Data for the task: Begin

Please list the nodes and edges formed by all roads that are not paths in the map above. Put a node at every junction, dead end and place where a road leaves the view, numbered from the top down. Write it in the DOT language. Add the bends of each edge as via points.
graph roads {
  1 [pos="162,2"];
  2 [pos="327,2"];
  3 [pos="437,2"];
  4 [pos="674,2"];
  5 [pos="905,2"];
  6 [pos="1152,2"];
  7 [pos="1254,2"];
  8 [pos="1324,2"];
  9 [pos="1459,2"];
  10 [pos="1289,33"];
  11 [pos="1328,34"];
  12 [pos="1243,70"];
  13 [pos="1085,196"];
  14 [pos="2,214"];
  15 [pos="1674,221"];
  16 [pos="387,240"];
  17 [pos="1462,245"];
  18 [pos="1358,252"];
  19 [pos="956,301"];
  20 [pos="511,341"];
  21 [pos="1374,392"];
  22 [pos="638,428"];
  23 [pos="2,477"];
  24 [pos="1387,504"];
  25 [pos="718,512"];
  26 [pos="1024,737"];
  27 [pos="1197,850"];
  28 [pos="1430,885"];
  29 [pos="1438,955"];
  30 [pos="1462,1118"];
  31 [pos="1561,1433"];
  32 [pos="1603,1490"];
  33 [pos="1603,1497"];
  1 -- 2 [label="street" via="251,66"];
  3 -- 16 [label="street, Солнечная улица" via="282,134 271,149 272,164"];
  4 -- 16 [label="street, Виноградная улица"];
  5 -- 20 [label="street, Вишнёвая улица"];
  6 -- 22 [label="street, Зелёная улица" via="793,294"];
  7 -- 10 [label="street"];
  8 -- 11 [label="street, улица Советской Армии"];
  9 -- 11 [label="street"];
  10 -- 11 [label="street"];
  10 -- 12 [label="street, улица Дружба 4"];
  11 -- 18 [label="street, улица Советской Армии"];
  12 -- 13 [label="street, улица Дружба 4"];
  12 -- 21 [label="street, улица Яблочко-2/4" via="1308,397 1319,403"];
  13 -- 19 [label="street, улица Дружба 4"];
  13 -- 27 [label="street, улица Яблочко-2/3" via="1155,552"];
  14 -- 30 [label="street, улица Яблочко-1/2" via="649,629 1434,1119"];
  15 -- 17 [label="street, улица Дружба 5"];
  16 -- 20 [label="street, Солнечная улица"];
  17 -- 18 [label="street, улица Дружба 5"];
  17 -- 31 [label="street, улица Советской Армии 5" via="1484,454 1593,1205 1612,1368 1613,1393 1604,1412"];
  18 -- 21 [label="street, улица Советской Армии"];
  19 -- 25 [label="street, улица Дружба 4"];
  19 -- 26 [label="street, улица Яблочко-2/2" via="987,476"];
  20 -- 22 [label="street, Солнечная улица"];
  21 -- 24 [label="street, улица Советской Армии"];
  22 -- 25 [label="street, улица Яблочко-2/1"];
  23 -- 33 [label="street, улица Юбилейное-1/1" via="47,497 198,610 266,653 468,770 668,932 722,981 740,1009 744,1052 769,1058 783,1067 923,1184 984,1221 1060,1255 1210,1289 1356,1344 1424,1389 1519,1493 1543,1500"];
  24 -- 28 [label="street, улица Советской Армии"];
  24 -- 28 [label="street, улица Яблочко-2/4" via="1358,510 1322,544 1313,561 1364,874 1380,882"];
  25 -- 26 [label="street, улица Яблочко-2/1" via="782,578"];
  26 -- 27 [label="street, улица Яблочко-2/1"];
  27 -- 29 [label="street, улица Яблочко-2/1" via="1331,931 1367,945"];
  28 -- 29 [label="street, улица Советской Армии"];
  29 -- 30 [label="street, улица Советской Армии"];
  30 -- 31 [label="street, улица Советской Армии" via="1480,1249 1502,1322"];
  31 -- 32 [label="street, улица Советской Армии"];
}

Data for the task: End

**What is required:** Every line of the data should be copied exactly.

**Written response:**
Please list the nodes and edges formed by all roads that are not paths in the map above. Put a node at every junction, dead end and place where a road leaves the view, numbered from the top down. Write it in the DOT language. Add the bends of each edge as via points.
graph roads {
  1 [pos="162,2"];
  2 [pos="327,2"];
  3 [pos="437,2"];
  4 [pos="674,2"];
  5 [pos="905,2"];
  6 [pos="1152,2"];
  7 [pos="1254,2"];
  8 [pos="1324,2"];
  9 [pos="1459,2"];
  10 [pos="1289,33"];
  11 [pos="1328,34"];
  12 [pos="1243,70"];
  13 [pos="1085,196"];
  14 [pos="2,214"];
  15 [pos="1674,221"];
  16 [pos="387,240"];
  17 [pos="1462,245"];
  18 [pos="1358,252"];
  19 [pos="956,301"];
  20 [pos="511,341"];
  21 [pos="1374,392"];
  22 [pos="638,428"];
  23 [pos="2,477"];
  24 [pos="1387,504"];
  25 [pos="718,512"];
  26 [pos="1024,737"];
  27 [pos="1197,850"];
  28 [pos="1430,885"];
  29 [pos="1438,955"];
  30 [pos="1462,1118"];
  31 [pos="1561,1433"];
  32 [pos="1603,1490"];
  33 [pos="1603,1497"];
  1 -- 2 [label="street" via="251,66"];
  3 -- 16 [label="street, Солнечная улица" via="282,134 271,149 272,164"];
  4 -- 16 [label="street, Виноградная улица"];
  5 -- 20 [label="street, Вишнёвая улица"];
  6 -- 22 [label="street, Зелёная улица" via="793,294"];
  7 -- 10 [label="street"];
  8 -- 11 [label="street, улица Советской Армии"];
  9 -- 11 [label="street"];
  10 -- 11 [label="street"];
  10 -- 12 [label="street, улица Дружба 4"];
  11 -- 18 [label="street, улица Советской Армии"];
  12 -- 13 [label="street, улица Дружба 4"];
  12 -- 21 [label="street, улица Яблочко-2/4" via="1308,397 1319,403"];
  13 -- 19 [label="street, улица Дружба 4"];
  13 -- 27 [label="street, улица Яблочко-2/3" via="1155,552"];
  14 -- 30 [label="street, улица Яблочко-1/2" via="649,629 1434,1119"];
  15 -- 17 [label="street, улица Дружба 5"];
  16 -- 20 [label="street, Солнечная улица"];
  17 -- 18 [label="street, улица Дружба 5"];
  17 -- 31 [label="street, улица Советской Армии 5" via="1484,454 1593,1205 1612,1368 1613,1393 1604,1412"];
  18 -- 21 [label="street, улица Советской Армии"];
  19 -- 25 [label="street, улица Дружба 4"];
  19 -- 26 [label="street, улица Яблочко-2/2" via="987,476"];
  20 -- 22 [label="street, Солнечная улица"];
  21 -- 24 [label="street, улица Советской Армии"];
  22 -- 25 [label="street, улица Яблочко-2/1"];
  23 -- 33 [label="street, улица Юбилейное-1/1" via="47,497 198,610 266,653 468,770 668,932 722,981 740,1009 744,1052 769,1058 783,1067 923,1184 984,1221 1060,1255 1210,1289 1356,1344 1424,1389 1519,1493 1543,1500"];
  24 -- 28 [label="street, улица Советской Армии"];
  24 -- 28 [label="street, улица Яблочко-2/4" via="1358,510 1322,544 1313,561 1364,874 1380,882"];
  25 -- 26 [label="street, улица Яблочко-2/1" via="782,578"];
  26 -- 27 [label="street, улица Яблочко-2/1"];
  27 -- 29 [label="street, улица Яблочко-2/1" via="1331,931 1367,945"];
  28 -- 29 [label="street, улица Советской Армии"];
  29 -- 30 [label="street, улица Советской Армии"];
  30 -- 31 [label="street, улица Советской Армии" via="1480,1249 1502,1322"];
  31 -- 32 [label="street, улица Советской Армии"];
}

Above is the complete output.